Each year, GitLab's Application Security team likes to recap the highlights from GitLab's bug bounty program.
It's been a busy 2022 for security teams across the industry, and we have been fortunate to receive a huge number of excellent reports that help us keep GitLab and its customers secure. With the increase we made to our bug bounty award amounts in November 2021 and increased researcher engagement, we've broken a new record by awarding over $1 million USD in bounties during 2022!
We wouldn't be where we are without the collaboration of our bug bounty community, and we consider these awards as hugely beneficial and money well spent.
2022 by the numbers
- Awarded a total of $1,055,770 USD in bounties across 221 valid reports, up from $337,780 last year!
- Three researchers earned $100,000+ USD across their multiple reports, and another seven earned over $20,000 USD.
- Received a total of 920 reports from 424 researchers in 2022.
- Resolved 158 valid reports and made 94 public - this year, we received a number of information leak reports which, unlike vulnerabilities, don't need a public GitLab issue.

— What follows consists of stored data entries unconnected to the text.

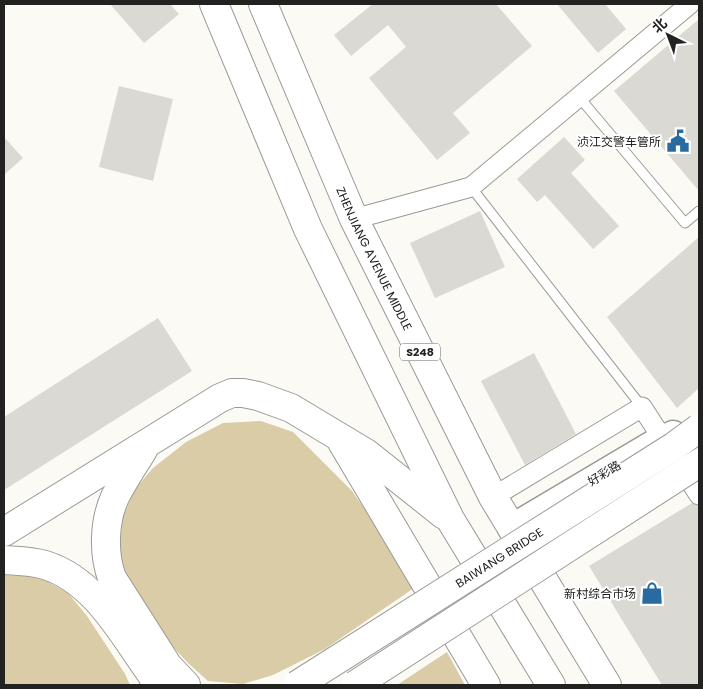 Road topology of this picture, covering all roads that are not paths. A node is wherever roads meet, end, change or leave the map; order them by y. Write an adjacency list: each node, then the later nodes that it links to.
1 (214, 4): 17 (main road)
2 (263, 4): 7 (main road, ZHENJIANG AVENUE MIDDLE / S248)
3 (690, 4): 4 (street)
4 (579, 97): 5 (street); 6 (lane)
5 (471, 187): 7 (street); 8 (lane)
6 (699, 211)
7 (354, 219): 16 (main road, ZHENJIANG AVENUE MIDDLE / S248)
8 (642, 407): 12 (street); 16 (street)
9 (699, 421): 12 (street, 好彩路)
10 (699, 428): 24 (main road, BAIWANG BRIDGE, bridge)
11 (339, 436): 13 (main road); 17 (main road); 26 (main road)
12 (663, 439): 15 (street); 18 (street, 好彩路)
13 (147, 444): 19 (main road); 23 (main road)
14 (699, 463): 25 (main road, bridge)
15 (699, 495)
16 (493, 497): 18 (main road, ZHENJIANG AVENUE MIDDLE / S248)
17 (450, 519): 21 (main road)
18 (511, 528): 27 (main road, ZHENJIANG AVENUE MIDDLE / S248)
19 (4, 532)
20 (4, 560): 22 (main road)
21 (548, 683)
22 (156, 685)
23 (186, 685)
24 (297, 685)
25 (356, 685)
26 (486, 685)
27 (607, 685)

- Had 138 security researchers submit more than one report this year, signaling a positive commitment to our program.
- Awarded eight GitLab Ultimate licenses to researchers who submitted three or more valid reports.
Note: Data is accurate as of December 16, 2022.
You can see program statistics updated daily on our HackerOne program page. That's also the place to get started with our program if you want in on the action!
Reports and reporters that stood out
Most valid reports to our program. Congratulations to @joaxcar who made 22 valid and now-resolved reports in 2022.
Most valid reports from a newcomer to our program. Welcome and congratulations to @albatraoz who made seven valid and now-resolved reports in 2022.
Best written report. Well done and thank you @yvvdwf for writing up a really interesting remote code execution bug. The walkthrough of the code and root cause, the scripts to create a dummy malicious server, and the collaboration with our AppSec team during validation was fantastic!
Most impactful finding. We're thrilled to recognize @taraszelyk, whose back-to-back information disclosure submissions led to a lot of positive security changes within GitLab. Thanks, Taras!
We will be getting in touch with these researchers to send out GitLab Swag Shop vouchers as a token of our appreciation.
Changes made in 2022
- We adopted HackerOne's Gold Standard Safe Harbor statement. See this announcement from HackerOne.
- We introduced a $20,000 USD capture the flag bonus, which was captured once.
- We created HackerOne Questions, a dedicated space for getting in touch with the AppSec team outside of HackerOne reports.
- Created "Reproducible Vulnerabilities", a brand-new learning resource in our handbook structured with expandable hint sections so that you can challenge yourself and learn how to find real security bugs.
- Continued to iterate transparently on our HackerOne triage process, and on our Bug Bounty Calculator, including standardized amounts for non-vulnerability reports like information leaks.
This year, we also continued to provide content that helps both researchers and other organizations running bug bounty programs:
- GitLab Blog: "Want to start hacking? Here's how to quickly dive in"
- GitLab Blog: "How GitLab handles security bugs (and why it matters)"
- YouTube: NullCon 2022 Video Panel: "CXO Panel: Bug Bounty? Great! Now What?"
As always, it is a real pleasure to work with the best security researchers our industry has to offer, including many newcomers. GitLab's AppSec team is committed to being an industry leader when it comes to the transparency of our bug bounty program and the awards given. Let us know how we're doing so we can iterate on our program processes.